Information supplied START
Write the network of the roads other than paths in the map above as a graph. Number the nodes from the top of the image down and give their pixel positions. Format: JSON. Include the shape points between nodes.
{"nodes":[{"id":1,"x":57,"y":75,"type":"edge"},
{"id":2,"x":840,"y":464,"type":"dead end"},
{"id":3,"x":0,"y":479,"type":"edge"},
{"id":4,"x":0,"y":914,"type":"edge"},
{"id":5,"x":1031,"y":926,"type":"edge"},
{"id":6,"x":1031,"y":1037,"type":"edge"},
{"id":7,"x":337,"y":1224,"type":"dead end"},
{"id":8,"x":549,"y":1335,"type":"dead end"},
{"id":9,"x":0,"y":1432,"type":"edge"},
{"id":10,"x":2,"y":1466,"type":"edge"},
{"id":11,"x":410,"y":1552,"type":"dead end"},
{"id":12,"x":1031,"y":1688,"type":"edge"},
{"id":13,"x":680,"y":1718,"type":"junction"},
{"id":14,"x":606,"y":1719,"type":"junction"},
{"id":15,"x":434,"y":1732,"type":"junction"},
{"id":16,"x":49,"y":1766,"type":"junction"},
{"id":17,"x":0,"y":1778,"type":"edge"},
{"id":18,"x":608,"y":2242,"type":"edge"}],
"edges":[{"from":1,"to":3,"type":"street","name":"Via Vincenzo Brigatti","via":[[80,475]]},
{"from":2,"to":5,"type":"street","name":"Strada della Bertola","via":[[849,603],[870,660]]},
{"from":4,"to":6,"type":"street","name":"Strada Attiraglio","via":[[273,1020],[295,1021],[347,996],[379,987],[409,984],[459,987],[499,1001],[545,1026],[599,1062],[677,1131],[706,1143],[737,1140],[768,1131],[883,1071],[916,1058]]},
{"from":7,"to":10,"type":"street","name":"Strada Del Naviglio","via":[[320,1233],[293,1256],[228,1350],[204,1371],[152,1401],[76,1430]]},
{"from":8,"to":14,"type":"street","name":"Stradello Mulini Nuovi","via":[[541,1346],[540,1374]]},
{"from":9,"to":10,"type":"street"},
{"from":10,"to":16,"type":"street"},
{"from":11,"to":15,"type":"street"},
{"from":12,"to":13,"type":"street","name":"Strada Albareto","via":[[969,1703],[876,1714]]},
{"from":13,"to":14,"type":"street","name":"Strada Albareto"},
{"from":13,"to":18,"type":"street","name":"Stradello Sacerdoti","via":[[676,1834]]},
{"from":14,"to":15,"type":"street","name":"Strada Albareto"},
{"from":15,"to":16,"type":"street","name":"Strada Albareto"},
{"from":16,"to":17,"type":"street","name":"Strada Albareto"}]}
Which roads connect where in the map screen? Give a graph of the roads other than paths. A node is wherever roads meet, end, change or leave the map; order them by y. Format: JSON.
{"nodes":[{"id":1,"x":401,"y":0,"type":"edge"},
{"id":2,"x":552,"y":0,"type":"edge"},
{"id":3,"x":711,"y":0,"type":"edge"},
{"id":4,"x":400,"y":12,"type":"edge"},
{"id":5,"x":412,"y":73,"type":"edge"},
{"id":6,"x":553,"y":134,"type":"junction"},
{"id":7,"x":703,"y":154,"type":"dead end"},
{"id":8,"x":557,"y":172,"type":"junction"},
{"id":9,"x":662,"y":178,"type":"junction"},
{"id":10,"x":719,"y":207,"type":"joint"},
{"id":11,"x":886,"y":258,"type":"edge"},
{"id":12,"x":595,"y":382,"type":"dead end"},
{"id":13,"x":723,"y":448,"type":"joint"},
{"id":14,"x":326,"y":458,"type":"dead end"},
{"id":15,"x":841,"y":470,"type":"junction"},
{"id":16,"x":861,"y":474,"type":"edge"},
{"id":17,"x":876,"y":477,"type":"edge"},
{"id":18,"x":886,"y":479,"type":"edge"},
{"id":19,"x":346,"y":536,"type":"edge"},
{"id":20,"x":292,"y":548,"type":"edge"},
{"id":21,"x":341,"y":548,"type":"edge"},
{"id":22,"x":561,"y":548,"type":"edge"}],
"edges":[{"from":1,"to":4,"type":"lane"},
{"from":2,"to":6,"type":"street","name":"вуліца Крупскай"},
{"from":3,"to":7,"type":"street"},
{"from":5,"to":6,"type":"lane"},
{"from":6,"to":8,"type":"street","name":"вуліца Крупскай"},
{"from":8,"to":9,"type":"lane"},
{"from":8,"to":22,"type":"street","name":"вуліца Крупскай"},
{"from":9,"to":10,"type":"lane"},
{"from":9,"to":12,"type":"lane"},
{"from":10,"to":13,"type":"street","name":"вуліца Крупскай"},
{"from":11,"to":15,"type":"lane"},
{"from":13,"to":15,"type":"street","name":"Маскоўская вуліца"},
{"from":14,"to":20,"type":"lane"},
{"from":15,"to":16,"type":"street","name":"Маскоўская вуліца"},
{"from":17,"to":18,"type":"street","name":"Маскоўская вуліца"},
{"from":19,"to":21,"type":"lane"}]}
Information supplied END
Return the records exactly, every line included.

Response to the exercise:
Write the network of the roads other than paths in the map above as a graph. Number the nodes from the top of the image down and give their pixel positions. Format: JSON. Include the shape points between nodes.
{"nodes":[{"id":1,"x":57,"y":75,"type":"edge"},
{"id":2,"x":840,"y":464,"type":"dead end"},
{"id":3,"x":0,"y":479,"type":"edge"},
{"id":4,"x":0,"y":914,"type":"edge"},
{"id":5,"x":1031,"y":926,"type":"edge"},
{"id":6,"x":1031,"y":1037,"type":"edge"},
{"id":7,"x":337,"y":1224,"type":"dead end"},
{"id":8,"x":549,"y":1335,"type":"dead end"},
{"id":9,"x":0,"y":1432,"type":"edge"},
{"id":10,"x":2,"y":1466,"type":"edge"},
{"id":11,"x":410,"y":1552,"type":"dead end"},
{"id":12,"x":1031,"y":1688,"type":"edge"},
{"id":13,"x":680,"y":1718,"type":"junction"},
{"id":14,"x":606,"y":1719,"type":"junction"},
{"id":15,"x":434,"y":1732,"type":"junction"},
{"id":16,"x":49,"y":1766,"type":"junction"},
{"id":17,"x":0,"y":1778,"type":"edge"},
{"id":18,"x":608,"y":2242,"type":"edge"}],
"edges":[{"from":1,"to":3,"type":"street","name":"Via Vincenzo Brigatti","via":[[80,475]]},
{"from":2,"to":5,"type":"street","name":"Strada della Bertola","via":[[849,603],[870,660]]},
{"from":4,"to":6,"type":"street","name":"Strada Attiraglio","via":[[273,1020],[295,1021],[347,996],[379,987],[409,984],[459,987],[499,1001],[545,1026],[599,1062],[677,1131],[706,1143],[737,1140],[768,1131],[883,1071],[916,1058]]},
{"from":7,"to":10,"type":"street","name":"Strada Del Naviglio","via":[[320,1233],[293,1256],[228,1350],[204,1371],[152,1401],[76,1430]]},
{"from":8,"to":14,"type":"street","name":"Stradello Mulini Nuovi","via":[[541,1346],[540,1374]]},
{"from":9,"to":10,"type":"street"},
{"from":10,"to":16,"type":"street"},
{"from":11,"to":15,"type":"street"},
{"from":12,"to":13,"type":"street","name":"Strada Albareto","via":[[969,1703],[876,1714]]},
{"from":13,"to":14,"type":"street","name":"Strada Albareto"},
{"from":13,"to":18,"type":"street","name":"Stradello Sacerdoti","via":[[676,1834]]},
{"from":14,"to":15,"type":"street","name":"Strada Albareto"},
{"from":15,"to":16,"type":"street","name":"Strada Albareto"},
{"from":16,"to":17,"type":"street","name":"Strada Albareto"}]}
Which roads connect where in the map screen? Give a graph of the roads other than paths. A node is wherever roads meet, end, change or leave the map; order them by y. Format: JSON.
{"nodes":[{"id":1,"x":401,"y":0,"type":"edge"},
{"id":2,"x":552,"y":0,"type":"edge"},
{"id":3,"x":711,"y":0,"type":"edge"},
{"id":4,"x":400,"y":12,"type":"edge"},
{"id":5,"x":412,"y":73,"type":"edge"},
{"id":6,"x":553,"y":134,"type":"junction"},
{"id":7,"x":703,"y":154,"type":"dead end"},
{"id":8,"x":557,"y":172,"type":"junction"},
{"id":9,"x":662,"y":178,"type":"junction"},
{"id":10,"x":719,"y":207,"type":"joint"},
{"id":11,"x":886,"y":258,"type":"edge"},
{"id":12,"x":595,"y":382,"type":"dead end"},
{"id":13,"x":723,"y":448,"type":"joint"},
{"id":14,"x":326,"y":458,"type":"dead end"},
{"id":15,"x":841,"y":470,"type":"junction"},
{"id":16,"x":861,"y":474,"type":"edge"},
{"id":17,"x":876,"y":477,"type":"edge"},
{"id":18,"x":886,"y":479,"type":"edge"},
{"id":19,"x":346,"y":536,"type":"edge"},
{"id":20,"x":292,"y":548,"type":"edge"},
{"id":21,"x":341,"y":548,"type":"edge"},
{"id":22,"x":561,"y":548,"type":"edge"}],
"edges":[{"from":1,"to":4,"type":"lane"},
{"from":2,"to":6,"type":"street","name":"вуліца Крупскай"},
{"from":3,"to":7,"type":"street"},
{"from":5,"to":6,"type":"lane"},
{"from":6,"to":8,"type":"street","name":"вуліца Крупскай"},
{"from":8,"to":9,"type":"lane"},
{"from":8,"to":22,"type":"street","name":"вуліца Крупскай"},
{"from":9,"to":10,"type":"lane"},
{"from":9,"to":12,"type":"lane"},
{"from":10,"to":13,"type":"street","name":"вуліца Крупскай"},
{"from":11,"to":15,"type":"lane"},
{"from":13,"to":15,"type":"street","name":"Маскоўская вуліца"},
{"from":14,"to":20,"type":"lane"},
{"from":15,"to":16,"type":"street","name":"Маскоўская вуліца"},
{"from":17,"to":18,"type":"street","name":"Маскоўская вуліца"},
{"from":19,"to":21,"type":"lane"}]}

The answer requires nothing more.